György Konrád
Ieri è scomparso uno dei più grandi intellettuali contemporanei ungheresi: György Konrád. La parabola della sua vita e delle sue opere è lo specchio fedele della storia recente e contemporanea di una nazione che stenta a trovare stabilità ed equilibrio.
Non è semplice dare un’idea dell’Ungheria attuale, meno che mai della sua storia, la cui complessità è inversamente proporzionale alla sua estensione geografica. Per facilitare il compito conviene ricorrere a qualche esempio concreto, a vite di persone realmente esistite, e forse il racconto diventa più comprensibile. Fra queste, la lunga e contorta storia di György Konrád, intellettuale di fama internazionale ma ancora poco conosciuto in Italia, è sicuramente ben rappresentativa.
György Konrád nasce il 2 aprile 1933 a Berettyóújfalu, un paese che si trova in Bihar, la regione orientale dell’Ungheria spezzata in due in seguito al trattato di Trianon del 1920, in base al quale parte della Transilvania diviene parte della Romania. Da quel momento in poi la regione si chiamerà infatti Bihar Monco fino al 1940, quando tutti i territori saranno restituiti all’Ungheria come contropartita dello schieramento della stessa Ungheria al fianco della Germania nazista, per tornare di nuovo alla Romania nel 1945 con la sconfitta del Nazismo e dei Paesi a esso alleati.

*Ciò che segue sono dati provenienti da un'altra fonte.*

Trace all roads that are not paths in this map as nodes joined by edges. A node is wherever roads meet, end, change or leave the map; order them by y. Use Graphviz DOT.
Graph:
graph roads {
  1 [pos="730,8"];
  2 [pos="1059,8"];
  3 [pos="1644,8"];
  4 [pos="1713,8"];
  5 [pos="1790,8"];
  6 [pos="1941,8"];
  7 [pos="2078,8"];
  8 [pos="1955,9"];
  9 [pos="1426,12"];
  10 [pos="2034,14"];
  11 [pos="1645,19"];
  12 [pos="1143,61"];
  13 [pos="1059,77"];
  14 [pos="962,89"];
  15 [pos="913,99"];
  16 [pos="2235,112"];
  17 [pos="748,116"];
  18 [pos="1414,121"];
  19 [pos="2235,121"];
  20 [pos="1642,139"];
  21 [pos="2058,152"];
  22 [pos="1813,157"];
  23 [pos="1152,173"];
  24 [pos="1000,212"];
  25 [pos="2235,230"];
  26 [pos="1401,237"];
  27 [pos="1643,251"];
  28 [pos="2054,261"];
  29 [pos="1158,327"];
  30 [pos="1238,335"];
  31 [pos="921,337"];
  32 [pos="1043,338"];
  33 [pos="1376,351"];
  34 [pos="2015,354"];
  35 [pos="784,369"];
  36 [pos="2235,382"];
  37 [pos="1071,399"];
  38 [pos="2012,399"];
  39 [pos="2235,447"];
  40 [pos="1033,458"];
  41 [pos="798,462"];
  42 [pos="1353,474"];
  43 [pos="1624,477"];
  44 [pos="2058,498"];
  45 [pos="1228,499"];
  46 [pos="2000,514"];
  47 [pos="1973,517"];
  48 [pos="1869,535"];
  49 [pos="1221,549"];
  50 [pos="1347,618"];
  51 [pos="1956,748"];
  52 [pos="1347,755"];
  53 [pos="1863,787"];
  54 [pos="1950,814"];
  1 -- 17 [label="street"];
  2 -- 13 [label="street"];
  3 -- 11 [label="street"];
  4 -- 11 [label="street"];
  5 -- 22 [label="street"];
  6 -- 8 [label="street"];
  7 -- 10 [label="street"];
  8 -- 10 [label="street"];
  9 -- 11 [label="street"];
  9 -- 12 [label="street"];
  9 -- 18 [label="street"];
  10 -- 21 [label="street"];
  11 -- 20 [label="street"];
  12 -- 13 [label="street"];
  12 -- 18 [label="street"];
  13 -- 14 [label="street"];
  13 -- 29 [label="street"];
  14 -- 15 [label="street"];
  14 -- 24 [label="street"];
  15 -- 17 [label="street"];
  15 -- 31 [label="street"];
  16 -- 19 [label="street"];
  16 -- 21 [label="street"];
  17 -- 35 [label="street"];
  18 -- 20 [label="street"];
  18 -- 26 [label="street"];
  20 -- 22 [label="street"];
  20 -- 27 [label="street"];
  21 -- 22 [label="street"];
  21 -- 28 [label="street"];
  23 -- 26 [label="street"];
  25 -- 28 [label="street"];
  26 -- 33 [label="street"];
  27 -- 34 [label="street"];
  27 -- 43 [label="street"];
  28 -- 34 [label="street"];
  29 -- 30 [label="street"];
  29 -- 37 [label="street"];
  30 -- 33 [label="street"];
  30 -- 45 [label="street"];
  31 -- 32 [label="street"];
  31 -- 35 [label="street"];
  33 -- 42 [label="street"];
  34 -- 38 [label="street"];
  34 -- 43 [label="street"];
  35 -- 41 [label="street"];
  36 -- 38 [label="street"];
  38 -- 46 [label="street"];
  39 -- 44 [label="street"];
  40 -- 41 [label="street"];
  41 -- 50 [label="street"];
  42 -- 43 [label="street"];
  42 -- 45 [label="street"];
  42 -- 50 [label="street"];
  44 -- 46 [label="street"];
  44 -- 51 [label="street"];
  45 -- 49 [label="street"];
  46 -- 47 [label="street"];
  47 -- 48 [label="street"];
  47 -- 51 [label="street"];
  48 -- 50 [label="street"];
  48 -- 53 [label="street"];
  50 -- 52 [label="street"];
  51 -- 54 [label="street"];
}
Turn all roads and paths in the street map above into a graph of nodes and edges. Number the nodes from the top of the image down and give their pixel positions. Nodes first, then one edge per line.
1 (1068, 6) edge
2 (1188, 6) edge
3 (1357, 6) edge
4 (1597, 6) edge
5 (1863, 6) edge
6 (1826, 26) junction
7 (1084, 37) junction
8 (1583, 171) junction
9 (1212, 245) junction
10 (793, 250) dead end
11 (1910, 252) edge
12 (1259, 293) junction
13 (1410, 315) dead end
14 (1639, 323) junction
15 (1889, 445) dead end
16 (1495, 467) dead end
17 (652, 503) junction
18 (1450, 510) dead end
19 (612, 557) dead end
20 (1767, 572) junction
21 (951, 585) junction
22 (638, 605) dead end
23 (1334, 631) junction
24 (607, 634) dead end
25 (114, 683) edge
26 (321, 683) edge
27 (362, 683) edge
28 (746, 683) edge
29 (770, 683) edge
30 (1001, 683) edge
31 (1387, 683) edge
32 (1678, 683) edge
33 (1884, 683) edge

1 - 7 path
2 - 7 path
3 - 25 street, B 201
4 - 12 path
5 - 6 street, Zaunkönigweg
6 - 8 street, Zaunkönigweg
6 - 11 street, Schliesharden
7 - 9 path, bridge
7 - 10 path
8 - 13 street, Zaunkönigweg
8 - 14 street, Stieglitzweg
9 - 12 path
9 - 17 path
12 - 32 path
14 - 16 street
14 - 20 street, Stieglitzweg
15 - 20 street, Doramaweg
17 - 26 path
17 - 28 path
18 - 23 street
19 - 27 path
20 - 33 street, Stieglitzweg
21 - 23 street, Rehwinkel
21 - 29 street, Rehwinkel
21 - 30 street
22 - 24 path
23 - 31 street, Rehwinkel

A Berettyóújfalu la famiglia Konrád, con un passato nel commercio, possiede una ferramenta che assicura un buon tenore di vita, nonché una posizione rispettabile non solo nella comunità israelitica ma anche a livello cittadino. György Konrád e sua sorella Eva, tre anni più grande di lui, frequentano la locale scuola ebraica fino alla primavera del 1944, quando l’Ungheria viene invasa dai tedeschi e le scuole ebraiche vengono chiuse. A causa delle leggi razziali i genitori vengono arrestati e deportati in Austria; il 5 giugno i due ragazzi riescono a partire con i cugini István e Pál Zádor per Budapest, dove sono attesi da parenti. Il giorno dopo viene deportata l’intera comunità ebraica di Berettyóújfalu nel ghetto di Nagyvárad (oggi Oradea, città in Romania), e da lì ad Auschwitz.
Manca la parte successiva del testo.